Requirement Serves Metric / proof Feasibility Status
Dataset-agnostic pipeline (write one adapter) Secondary Enron adapter runs the same workup+eval unchanged Shipped (ADR-0006)
Hybrid retrieval (full-text + vector, RRF) SC4, secondary semantic leg surfaces text-only needles Shipped (ADR-0007)
Cloud ↔ air-gapped on one codebase Deployment constraint open-weight model clears the eval bar via the single seam Validating (ADR-0012) 🟡
User-selectable model profiles (governed) Usability + C-gov unknown profile rejected; air-gap omits cloud profiles Shipped (ADR-0013)
Distribution as MCP server + plugin Adoption installs and runs from any MCP client Shipped (ADR-0009)

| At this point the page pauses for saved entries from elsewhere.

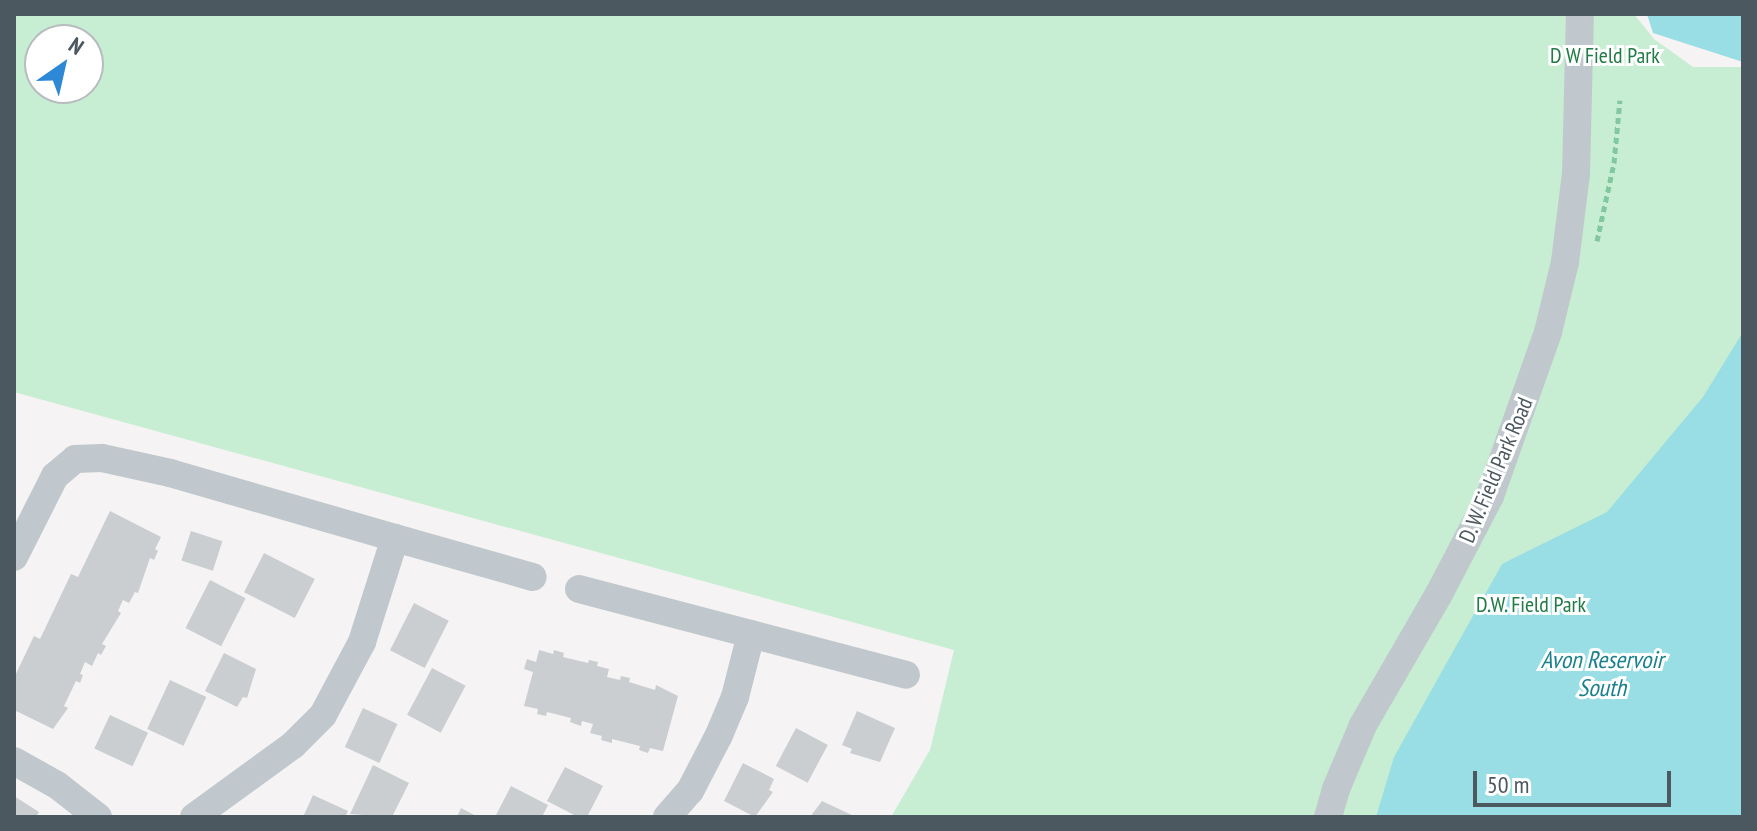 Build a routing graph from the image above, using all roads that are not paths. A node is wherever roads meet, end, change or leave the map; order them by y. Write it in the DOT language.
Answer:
graph roads {
  1 [pos="1580,14"];
  2 [pos="395,538"];
  3 [pos="14,557"];
  4 [pos="533,577"];
  5 [pos="579,589"];
  6 [pos="751,634"];
  7 [pos="906,675"];
  8 [pos="14,761"];
  9 [pos="98,817"];
  10 [pos="194,817"];
  11 [pos="667,817"];
  12 [pos="1328,817"];
  1 -- 12 [label="street, D. W. Field Park Road"];
  2 -- 3 [label="street"];
  2 -- 4 [label="street"];
  2 -- 10 [label="street"];
  5 -- 6 [label="street"];
  6 -- 7 [label="street"];
  6 -- 11 [label="street"];
  8 -- 9 [label="street"];
}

P3: Stretch / deferred (YAGNI-gated)

Requirement Serves Why deferred Status
Subagent fan-out (parallel per-source workers) scale shared-context reconciliation + provenance redesign; ~15× tokens for a 2-store slice already scoring grounded Deferred (ADR-0005)
Multi-player shared sessions stretch goal no validated single-player value gap yet Deferred
Native multimodal embeddings SC2 (media) API-only breaks the air-gap and is an uncitable black box Rejected (ADR-0008)
Network egress enforcement C-gov curation suffices pre-deploy; enforcement is a deployment-time control Deferred

What this exposes

  • P0 and P1 are essentially complete. The demonstrable-value criteria all have passing metrics, and the validation spine that certifies them is shipped. That is the deliberate over-investment in C-spec the brief asks for.
  • The live edge is P2 deployment validation (ADR-0012: which open-weight model clears the eval bar), exactly where current work sits.
  • Nothing in P0/P1 is blocked. The one remaining blocked item (licensed Avocado data) is P2 and gated on data access, not on engineering. The PyPI publish has shipped (ariadne-sensemaking).